Write the data below out again in full, exactly as shown.

⟨

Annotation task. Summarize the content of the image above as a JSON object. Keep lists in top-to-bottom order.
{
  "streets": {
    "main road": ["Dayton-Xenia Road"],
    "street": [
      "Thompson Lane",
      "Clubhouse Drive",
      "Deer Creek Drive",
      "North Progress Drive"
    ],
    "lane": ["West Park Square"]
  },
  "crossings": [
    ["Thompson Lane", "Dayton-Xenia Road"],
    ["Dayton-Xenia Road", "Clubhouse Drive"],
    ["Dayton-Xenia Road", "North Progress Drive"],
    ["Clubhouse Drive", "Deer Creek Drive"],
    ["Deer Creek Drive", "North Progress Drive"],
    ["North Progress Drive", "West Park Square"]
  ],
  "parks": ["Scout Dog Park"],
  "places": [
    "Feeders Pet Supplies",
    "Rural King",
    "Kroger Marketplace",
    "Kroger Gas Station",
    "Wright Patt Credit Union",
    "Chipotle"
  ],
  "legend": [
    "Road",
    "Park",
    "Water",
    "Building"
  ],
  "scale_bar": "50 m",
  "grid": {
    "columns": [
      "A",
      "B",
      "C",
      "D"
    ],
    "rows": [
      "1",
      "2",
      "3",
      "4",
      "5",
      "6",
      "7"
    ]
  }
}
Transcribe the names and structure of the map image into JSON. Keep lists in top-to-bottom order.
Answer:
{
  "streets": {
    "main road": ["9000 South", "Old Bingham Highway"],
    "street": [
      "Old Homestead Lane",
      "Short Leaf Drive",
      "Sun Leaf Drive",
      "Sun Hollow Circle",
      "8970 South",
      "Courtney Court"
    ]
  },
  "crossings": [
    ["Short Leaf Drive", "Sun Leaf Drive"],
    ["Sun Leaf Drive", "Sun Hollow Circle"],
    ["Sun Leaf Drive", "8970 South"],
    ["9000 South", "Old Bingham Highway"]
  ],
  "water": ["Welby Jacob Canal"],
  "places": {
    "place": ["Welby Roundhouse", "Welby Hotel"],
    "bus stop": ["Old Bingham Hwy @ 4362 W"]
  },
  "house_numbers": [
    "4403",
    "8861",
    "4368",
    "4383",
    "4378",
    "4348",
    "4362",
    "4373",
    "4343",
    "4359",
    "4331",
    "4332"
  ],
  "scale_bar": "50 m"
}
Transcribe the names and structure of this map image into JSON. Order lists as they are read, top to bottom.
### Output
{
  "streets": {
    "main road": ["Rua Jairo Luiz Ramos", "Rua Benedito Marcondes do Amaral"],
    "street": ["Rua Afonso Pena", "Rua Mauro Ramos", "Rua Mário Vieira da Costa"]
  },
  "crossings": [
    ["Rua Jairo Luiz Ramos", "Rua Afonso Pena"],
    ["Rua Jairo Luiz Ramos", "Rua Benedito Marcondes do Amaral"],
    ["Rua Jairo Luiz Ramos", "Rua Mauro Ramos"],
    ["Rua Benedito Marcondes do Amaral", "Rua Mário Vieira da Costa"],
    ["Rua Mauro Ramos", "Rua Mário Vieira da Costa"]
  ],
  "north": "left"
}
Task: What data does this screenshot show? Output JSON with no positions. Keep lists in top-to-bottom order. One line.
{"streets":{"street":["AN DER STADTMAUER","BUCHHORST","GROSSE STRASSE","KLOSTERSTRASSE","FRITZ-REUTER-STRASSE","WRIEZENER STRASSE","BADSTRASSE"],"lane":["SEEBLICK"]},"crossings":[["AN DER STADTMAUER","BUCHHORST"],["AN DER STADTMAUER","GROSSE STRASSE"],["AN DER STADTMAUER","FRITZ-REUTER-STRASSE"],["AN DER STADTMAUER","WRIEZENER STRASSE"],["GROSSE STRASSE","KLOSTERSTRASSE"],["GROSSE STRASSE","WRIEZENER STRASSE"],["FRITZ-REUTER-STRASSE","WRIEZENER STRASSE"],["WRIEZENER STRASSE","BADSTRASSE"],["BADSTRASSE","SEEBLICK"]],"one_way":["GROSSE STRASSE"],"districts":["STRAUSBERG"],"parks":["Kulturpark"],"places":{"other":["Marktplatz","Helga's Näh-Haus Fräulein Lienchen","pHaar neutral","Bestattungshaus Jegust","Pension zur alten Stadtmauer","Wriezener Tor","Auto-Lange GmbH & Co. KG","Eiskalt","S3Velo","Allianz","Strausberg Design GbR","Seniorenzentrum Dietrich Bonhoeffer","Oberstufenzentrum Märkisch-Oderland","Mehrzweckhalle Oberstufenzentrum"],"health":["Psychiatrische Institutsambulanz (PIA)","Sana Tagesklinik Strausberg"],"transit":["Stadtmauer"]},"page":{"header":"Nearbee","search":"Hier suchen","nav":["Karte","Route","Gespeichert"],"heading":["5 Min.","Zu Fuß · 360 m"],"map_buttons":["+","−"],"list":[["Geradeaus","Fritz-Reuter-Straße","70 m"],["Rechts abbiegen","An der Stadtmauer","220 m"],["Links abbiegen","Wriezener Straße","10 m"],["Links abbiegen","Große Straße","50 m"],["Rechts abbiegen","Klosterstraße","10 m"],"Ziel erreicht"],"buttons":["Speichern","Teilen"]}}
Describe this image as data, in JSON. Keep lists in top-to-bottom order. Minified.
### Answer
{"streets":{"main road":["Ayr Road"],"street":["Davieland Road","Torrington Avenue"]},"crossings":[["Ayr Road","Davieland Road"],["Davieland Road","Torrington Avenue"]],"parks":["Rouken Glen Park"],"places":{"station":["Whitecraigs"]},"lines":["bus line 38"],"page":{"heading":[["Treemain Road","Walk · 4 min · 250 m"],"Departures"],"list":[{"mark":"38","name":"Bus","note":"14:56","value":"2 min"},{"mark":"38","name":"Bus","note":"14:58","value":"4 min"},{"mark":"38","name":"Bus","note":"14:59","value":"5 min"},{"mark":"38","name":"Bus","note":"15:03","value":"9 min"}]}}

⟩

- [Exercise response]
Annotation task. Summarize the content of the image above as a JSON object. Keep lists in top-to-bottom order.
{
  "streets": {
    "main road": ["Dayton-Xenia Road"],
    "street": [
      "Thompson Lane",
      "Clubhouse Drive",
      "Deer Creek Drive",
      "North Progress Drive"
    ],
    "lane": ["West Park Square"]
  },
  "crossings": [
    ["Thompson Lane", "Dayton-Xenia Road"],
    ["Dayton-Xenia Road", "Clubhouse Drive"],
    ["Dayton-Xenia Road", "North Progress Drive"],
    ["Clubhouse Drive", "Deer Creek Drive"],
    ["Deer Creek Drive", "North Progress Drive"],
    ["North Progress Drive", "West Park Square"]
  ],
  "parks": ["Scout Dog Park"],
  "places": [
    "Feeders Pet Supplies",
    "Rural King",
    "Kroger Marketplace",
    "Kroger Gas Station",
    "Wright Patt Credit Union",
    "Chipotle"
  ],
  "legend": [
    "Road",
    "Park",
    "Water",
    "Building"
  ],
  "scale_bar": "50 m",
  "grid": {
    "columns": [
      "A",
      "B",
      "C",
      "D"
    ],
    "rows": [
      "1",
      "2",
      "3",
      "4",
      "5",
      "6",
      "7"
    ]
  }
}
Transcribe the names and structure of the map image into JSON. Keep lists in top-to-bottom order.
Answer:
{
  "streets": {
    "main road": ["9000 South", "Old Bingham Highway"],
    "street": [
      "Old Homestead Lane",
      "Short Leaf Drive",
      "Sun Leaf Drive",
      "Sun Hollow Circle",
      "8970 South",
      "Courtney Court"
    ]
  },
  "crossings": [
    ["Short Leaf Drive", "Sun Leaf Drive"],
    ["Sun Leaf Drive", "Sun Hollow Circle"],
    ["Sun Leaf Drive", "8970 South"],
    ["9000 South", "Old Bingham Highway"]
  ],
  "water": ["Welby Jacob Canal"],
  "places": {
    "place": ["Welby Roundhouse", "Welby Hotel"],
    "bus stop": ["Old Bingham Hwy @ 4362 W"]
  },
  "house_numbers": [
    "4403",
    "8861",
    "4368",
    "4383",
    "4378",
    "4348",
    "4362",
    "4373",
    "4343",
    "4359",
    "4331",
    "4332"
  ],
  "scale_bar": "50 m"
}
Transcribe the names and structure of this map image into JSON. Order lists as they are read, top to bottom.
### Output
{
  "streets": {
    "main road": ["Rua Jairo Luiz Ramos", "Rua Benedito Marcondes do Amaral"],
    "street": ["Rua Afonso Pena", "Rua Mauro Ramos", "Rua Mário Vieira da Costa"]
  },
  "crossings": [
    ["Rua Jairo Luiz Ramos", "Rua Afonso Pena"],
    ["Rua Jairo Luiz Ramos", "Rua Benedito Marcondes do Amaral"],
    ["Rua Jairo Luiz Ramos", "Rua Mauro Ramos"],
    ["Rua Benedito Marcondes do Amaral", "Rua Mário Vieira da Costa"],
    ["Rua Mauro Ramos", "Rua Mário Vieira da Costa"]
  ],
  "north": "left"
}
Task: What data does this screenshot show? Output JSON with no positions. Keep lists in top-to-bottom order. One line.
{"streets":{"street":["AN DER STADTMAUER","BUCHHORST","GROSSE STRASSE","KLOSTERSTRASSE","FRITZ-REUTER-STRASSE","WRIEZENER STRASSE","BADSTRASSE"],"lane":["SEEBLICK"]},"crossings":[["AN DER STADTMAUER","BUCHHORST"],["AN DER STADTMAUER","GROSSE STRASSE"],["AN DER STADTMAUER","FRITZ-REUTER-STRASSE"],["AN DER STADTMAUER","WRIEZENER STRASSE"],["GROSSE STRASSE","KLOSTERSTRASSE"],["GROSSE STRASSE","WRIEZENER STRASSE"],["FRITZ-REUTER-STRASSE","WRIEZENER STRASSE"],["WRIEZENER STRASSE","BADSTRASSE"],["BADSTRASSE","SEEBLICK"]],"one_way":["GROSSE STRASSE"],"districts":["STRAUSBERG"],"parks":["Kulturpark"],"places":{"other":["Marktplatz","Helga's Näh-Haus Fräulein Lienchen","pHaar neutral","Bestattungshaus Jegust","Pension zur alten Stadtmauer","Wriezener Tor","Auto-Lange GmbH & Co. KG","Eiskalt","S3Velo","Allianz","Strausberg Design GbR","Seniorenzentrum Dietrich Bonhoeffer","Oberstufenzentrum Märkisch-Oderland","Mehrzweckhalle Oberstufenzentrum"],"health":["Psychiatrische Institutsambulanz (PIA)","Sana Tagesklinik Strausberg"],"transit":["Stadtmauer"]},"page":{"header":"Nearbee","search":"Hier suchen","nav":["Karte","Route","Gespeichert"],"heading":["5 Min.","Zu Fuß · 360 m"],"map_buttons":["+","−"],"list":[["Geradeaus","Fritz-Reuter-Straße","70 m"],["Rechts abbiegen","An der Stadtmauer","220 m"],["Links abbiegen","Wriezener Straße","10 m"],["Links abbiegen","Große Straße","50 m"],["Rechts abbiegen","Klosterstraße","10 m"],"Ziel erreicht"],"buttons":["Speichern","Teilen"]}}
Describe this image as data, in JSON. Keep lists in top-to-bottom order. Minified.
### Answer
{"streets":{"main road":["Ayr Road"],"street":["Davieland Road","Torrington Avenue"]},"crossings":[["Ayr Road","Davieland Road"],["Davieland Road","Torrington Avenue"]],"parks":["Rouken Glen Park"],"places":{"station":["Whitecraigs"]},"lines":["bus line 38"],"page":{"heading":[["Treemain Road","Walk · 4 min · 250 m"],"Departures"],"list":[{"mark":"38","name":"Bus","note":"14:56","value":"2 min"},{"mark":"38","name":"Bus","note":"14:58","value":"4 min"},{"mark":"38","name":"Bus","note":"14:59","value":"5 min"},{"mark":"38","name":"Bus","note":"15:03","value":"9 min"}]}}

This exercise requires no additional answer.